### What to do
The result should be every line in the data below that carries the string "dead".

+---+

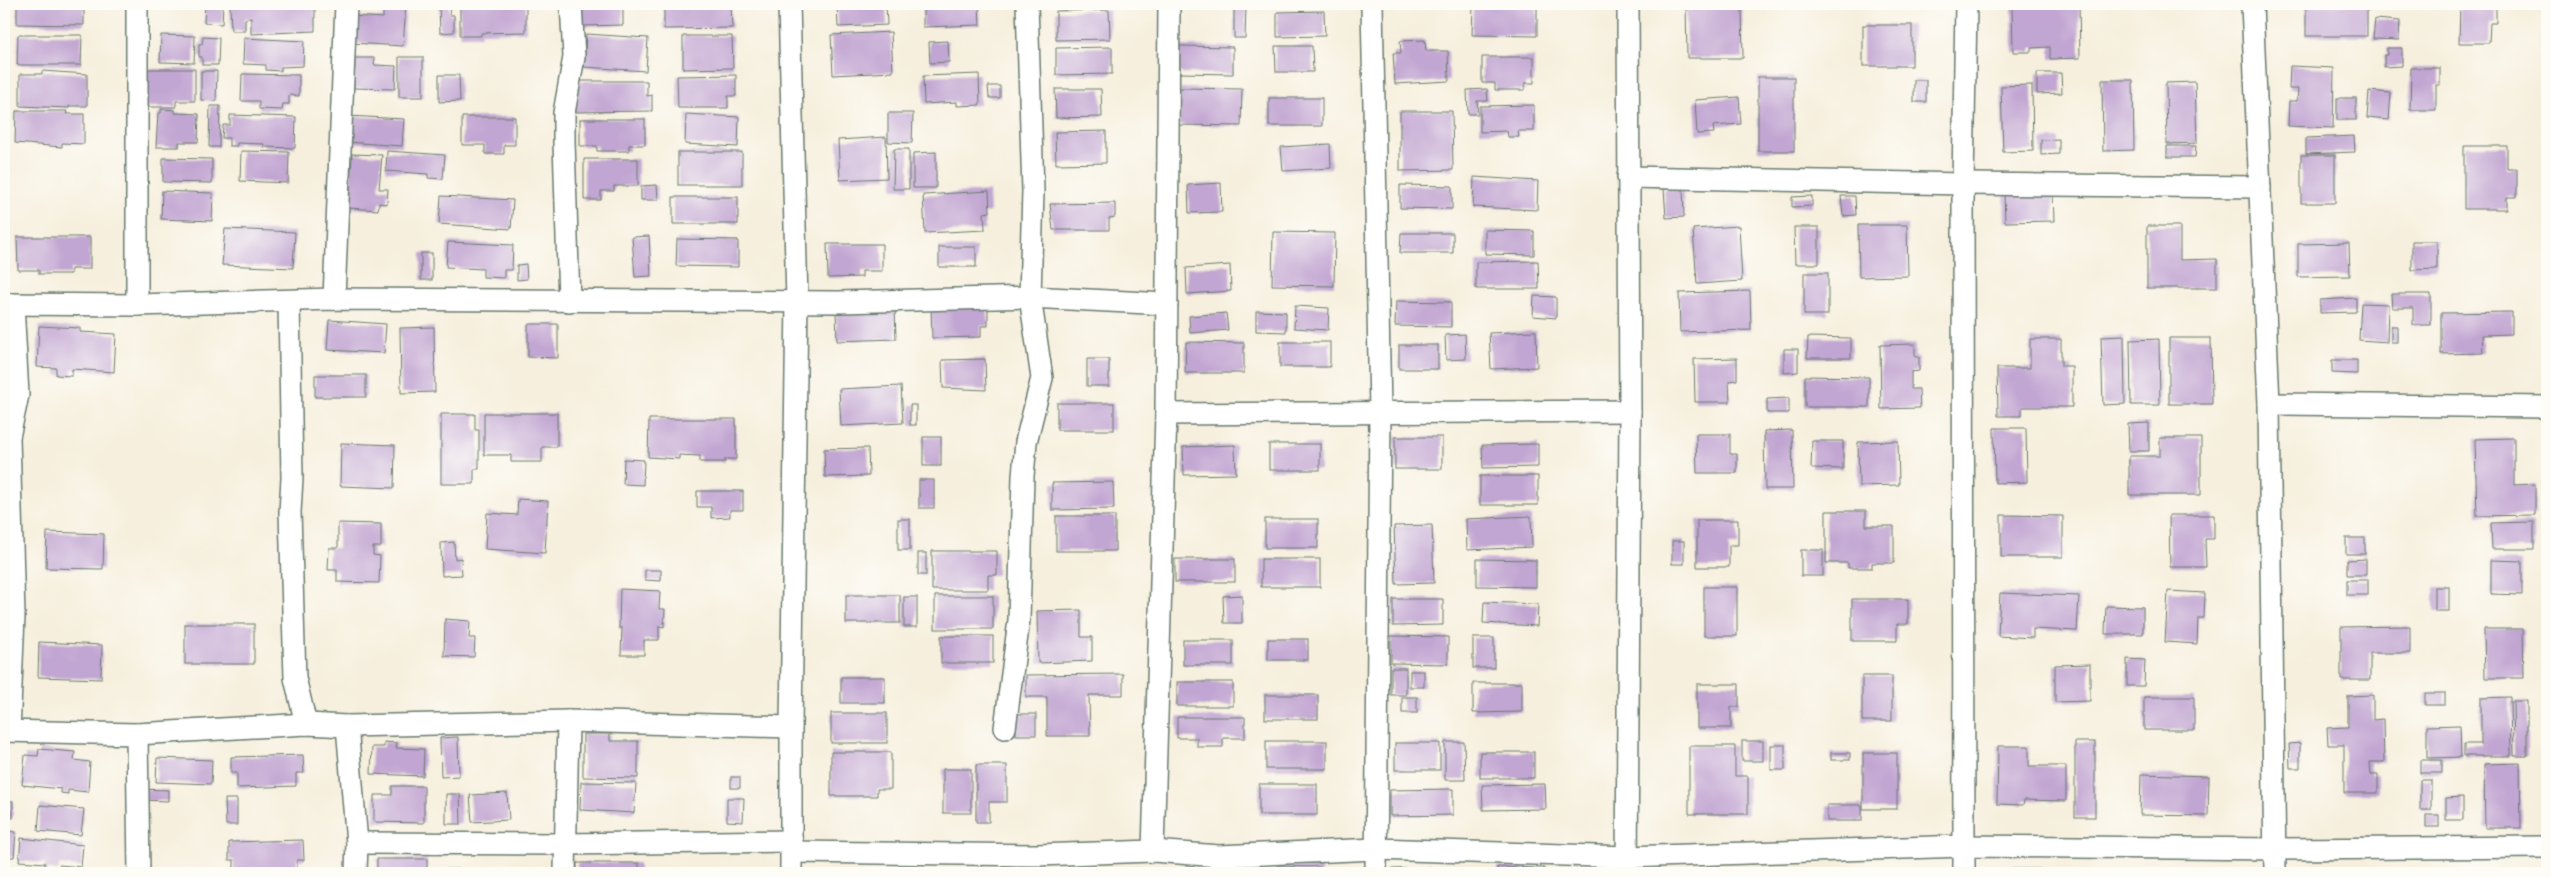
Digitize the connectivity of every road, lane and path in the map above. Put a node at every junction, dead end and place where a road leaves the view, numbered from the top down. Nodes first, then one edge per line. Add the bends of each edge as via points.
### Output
1 (137, 4) edge
2 (346, 4) edge
3 (571, 4) edge
4 (789, 4) edge
5 (1027, 4) edge
6 (1169, 4) edge
7 (1372, 4) edge
8 (1628, 4) edge
9 (1966, 4) edge
10 (2252, 4) edge
11 (1628, 177) junction
12 (1963, 184) junction
13 (2260, 186) junction
14 (1030, 297) junction
15 (334, 299) junction
16 (797, 300) junction
17 (289, 301) junction
18 (569, 301) junction
19 (8, 304) edge
20 (1167, 304) junction
21 (137, 305) junction
22 (2269, 404) junction
23 (2547, 407) edge
24 (1630, 411) junction
25 (1380, 412) junction
26 (1166, 414) junction
27 (568, 722) junction
28 (306, 724) junction
29 (347, 726) junction
30 (791, 727) junction
31 (1005, 728) dead end
32 (6, 731) edge
33 (137, 734) junction
34 (357, 843) junction
35 (565, 844) junction
36 (792, 846) junction
37 (1965, 846) junction
38 (2547, 847) edge
39 (1376, 849) junction
40 (2276, 849) junction
41 (1153, 851) junction
42 (1036, 864) edge
43 (1223, 865) edge
44 (1627, 865) edge
45 (139, 873) edge
46 (356, 873) edge
47 (565, 873) edge
48 (792, 873) edge
49 (1376, 873) edge
50 (1964, 873) edge
51 (2275, 873) edge

1 - 21 street
2 - 15 street
3 - 18 street via 574,57 564,113
4 - 16 street
5 - 14 street via 1033,191
6 - 20 street
7 - 25 street
8 - 11 street
9 - 12 street
10 - 13 street
11 - 12 street
11 - 24 street
12 - 13 street
12 - 37 street
13 - 22 street
14 - 16 street via 839,302
14 - 20 street
14 - 31 street via 1042,378 1026,442 1019,620
15 - 17 street
15 - 18 street
16 - 18 street
16 - 30 street
17 - 21 street
17 - 28 street via 290,512 296,678
19 - 21 street
19 - 32 street via 18,395 9,436 14,616
20 - 26 street
22 - 23 street
22 - 40 street
24 - 25 street
24 - 44 street
25 - 26 street
25 - 39 street
26 - 41 street
27 - 29 street
27 - 30 street
27 - 35 street
28 - 29 street
28 - 33 street
29 - 34 street
30 - 36 street
32 - 33 street
33 - 45 street
34 - 35 street
34 - 46 street
35 - 36 street
35 - 47 street
36 - 42 street
36 - 48 street
37 - 40 street
37 - 44 street
37 - 50 street
38 - 40 street
39 - 43 street
39 - 44 street
39 - 49 street
40 - 51 street
41 - 42 street
41 - 43 street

+---+

### Reply
Digitize the connectivity of every road, lane and path in the map above. Put a node at every junction, dead end and place where a road leaves the view, numbered from the top down. Nodes first, then one edge per line. Add the bends of each edge as via points.
31 (1005, 728) dead end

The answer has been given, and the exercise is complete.